• Raw data:
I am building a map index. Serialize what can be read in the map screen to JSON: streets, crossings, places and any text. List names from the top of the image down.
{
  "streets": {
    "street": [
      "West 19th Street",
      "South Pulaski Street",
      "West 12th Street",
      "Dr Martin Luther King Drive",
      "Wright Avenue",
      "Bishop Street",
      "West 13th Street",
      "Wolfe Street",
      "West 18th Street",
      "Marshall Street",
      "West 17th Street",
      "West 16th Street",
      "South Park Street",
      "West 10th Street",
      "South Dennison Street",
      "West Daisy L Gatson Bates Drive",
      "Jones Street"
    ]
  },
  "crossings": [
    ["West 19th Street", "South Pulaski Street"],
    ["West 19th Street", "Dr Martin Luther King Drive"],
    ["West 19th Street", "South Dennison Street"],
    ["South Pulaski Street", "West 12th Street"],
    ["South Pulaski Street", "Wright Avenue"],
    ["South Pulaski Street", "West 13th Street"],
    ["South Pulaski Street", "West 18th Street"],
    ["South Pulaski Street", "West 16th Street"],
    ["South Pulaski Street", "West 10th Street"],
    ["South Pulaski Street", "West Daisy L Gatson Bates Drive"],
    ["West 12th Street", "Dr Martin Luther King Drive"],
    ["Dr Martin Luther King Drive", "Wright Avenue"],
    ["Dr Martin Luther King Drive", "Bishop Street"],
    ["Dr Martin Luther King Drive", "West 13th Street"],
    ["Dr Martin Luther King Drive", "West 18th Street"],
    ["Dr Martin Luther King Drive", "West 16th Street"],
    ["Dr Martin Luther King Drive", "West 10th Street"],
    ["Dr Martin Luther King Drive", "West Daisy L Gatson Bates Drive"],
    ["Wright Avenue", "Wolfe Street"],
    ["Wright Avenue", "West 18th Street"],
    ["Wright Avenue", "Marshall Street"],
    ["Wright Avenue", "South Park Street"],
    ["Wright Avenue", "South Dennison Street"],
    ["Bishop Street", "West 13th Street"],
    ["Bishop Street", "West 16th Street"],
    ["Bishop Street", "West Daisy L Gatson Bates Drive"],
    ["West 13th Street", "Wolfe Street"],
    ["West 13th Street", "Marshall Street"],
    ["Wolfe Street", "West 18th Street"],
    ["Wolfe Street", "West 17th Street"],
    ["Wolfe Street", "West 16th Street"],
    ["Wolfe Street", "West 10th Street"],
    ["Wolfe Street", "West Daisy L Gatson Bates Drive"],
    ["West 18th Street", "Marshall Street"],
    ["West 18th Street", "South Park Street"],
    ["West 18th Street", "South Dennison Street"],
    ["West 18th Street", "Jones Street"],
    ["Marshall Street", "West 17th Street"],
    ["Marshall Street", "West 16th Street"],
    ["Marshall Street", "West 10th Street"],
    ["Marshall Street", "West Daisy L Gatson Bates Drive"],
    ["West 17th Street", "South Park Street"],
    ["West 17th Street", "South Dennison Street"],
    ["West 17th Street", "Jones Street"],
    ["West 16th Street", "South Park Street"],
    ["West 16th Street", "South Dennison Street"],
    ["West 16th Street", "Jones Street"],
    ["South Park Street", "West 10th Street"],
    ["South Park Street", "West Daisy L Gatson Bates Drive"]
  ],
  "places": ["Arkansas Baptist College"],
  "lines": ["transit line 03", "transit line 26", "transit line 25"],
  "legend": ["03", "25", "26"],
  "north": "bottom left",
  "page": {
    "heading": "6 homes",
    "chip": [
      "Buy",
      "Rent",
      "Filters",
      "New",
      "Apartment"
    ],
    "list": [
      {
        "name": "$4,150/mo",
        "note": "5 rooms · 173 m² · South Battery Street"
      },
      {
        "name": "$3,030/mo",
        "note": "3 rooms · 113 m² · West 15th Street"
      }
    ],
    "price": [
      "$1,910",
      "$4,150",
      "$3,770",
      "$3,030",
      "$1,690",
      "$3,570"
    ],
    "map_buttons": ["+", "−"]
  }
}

• Aim of the task: Please return all of the records exactly.

• Reply to the task:
I am building a map index. Serialize what can be read in the map screen to JSON: streets, crossings, places and any text. List names from the top of the image down.
{
  "streets": {
    "street": [
      "West 19th Street",
      "South Pulaski Street",
      "West 12th Street",
      "Dr Martin Luther King Drive",
      "Wright Avenue",
      "Bishop Street",
      "West 13th Street",
      "Wolfe Street",
      "West 18th Street",
      "Marshall Street",
      "West 17th Street",
      "West 16th Street",
      "South Park Street",
      "West 10th Street",
      "South Dennison Street",
      "West Daisy L Gatson Bates Drive",
      "Jones Street"
    ]
  },
  "crossings": [
    ["West 19th Street", "South Pulaski Street"],
    ["West 19th Street", "Dr Martin Luther King Drive"],
    ["West 19th Street", "South Dennison Street"],
    ["South Pulaski Street", "West 12th Street"],
    ["South Pulaski Street", "Wright Avenue"],
    ["South Pulaski Street", "West 13th Street"],
    ["South Pulaski Street", "West 18th Street"],
    ["South Pulaski Street", "West 16th Street"],
    ["South Pulaski Street", "West 10th Street"],
    ["South Pulaski Street", "West Daisy L Gatson Bates Drive"],
    ["West 12th Street", "Dr Martin Luther King Drive"],
    ["Dr Martin Luther King Drive", "Wright Avenue"],
    ["Dr Martin Luther King Drive", "Bishop Street"],
    ["Dr Martin Luther King Drive", "West 13th Street"],
    ["Dr Martin Luther King Drive", "West 18th Street"],
    ["Dr Martin Luther King Drive", "West 16th Street"],
    ["Dr Martin Luther King Drive", "West 10th Street"],
    ["Dr Martin Luther King Drive", "West Daisy L Gatson Bates Drive"],
    ["Wright Avenue", "Wolfe Street"],
    ["Wright Avenue", "West 18th Street"],
    ["Wright Avenue", "Marshall Street"],
    ["Wright Avenue", "South Park Street"],
    ["Wright Avenue", "South Dennison Street"],
    ["Bishop Street", "West 13th Street"],
    ["Bishop Street", "West 16th Street"],
    ["Bishop Street", "West Daisy L Gatson Bates Drive"],
    ["West 13th Street", "Wolfe Street"],
    ["West 13th Street", "Marshall Street"],
    ["Wolfe Street", "West 18th Street"],
    ["Wolfe Street", "West 17th Street"],
    ["Wolfe Street", "West 16th Street"],
    ["Wolfe Street", "West 10th Street"],
    ["Wolfe Street", "West Daisy L Gatson Bates Drive"],
    ["West 18th Street", "Marshall Street"],
    ["West 18th Street", "South Park Street"],
    ["West 18th Street", "South Dennison Street"],
    ["West 18th Street", "Jones Street"],
    ["Marshall Street", "West 17th Street"],
    ["Marshall Street", "West 16th Street"],
    ["Marshall Street", "West 10th Street"],
    ["Marshall Street", "West Daisy L Gatson Bates Drive"],
    ["West 17th Street", "South Park Street"],
    ["West 17th Street", "South Dennison Street"],
    ["West 17th Street", "Jones Street"],
    ["West 16th Street", "South Park Street"],
    ["West 16th Street", "South Dennison Street"],
    ["West 16th Street", "Jones Street"],
    ["South Park Street", "West 10th Street"],
    ["South Park Street", "West Daisy L Gatson Bates Drive"]
  ],
  "places": ["Arkansas Baptist College"],
  "lines": ["transit line 03", "transit line 26", "transit line 25"],
  "legend": ["03", "25", "26"],
  "north": "bottom left",
  "page": {
    "heading": "6 homes",
    "chip": [
      "Buy",
      "Rent",
      "Filters",
      "New",
      "Apartment"
    ],
    "list": [
      {
        "name": "$4,150/mo",
        "note": "5 rooms · 173 m² · South Battery Street"
      },
      {
        "name": "$3,030/mo",
        "note": "3 rooms · 113 m² · West 15th Street"
      }
    ],
    "price": [
      "$1,910",
      "$4,150",
      "$3,770",
      "$3,030",
      "$1,690",
      "$3,570"
    ],
    "map_buttons": ["+", "−"]
  }
}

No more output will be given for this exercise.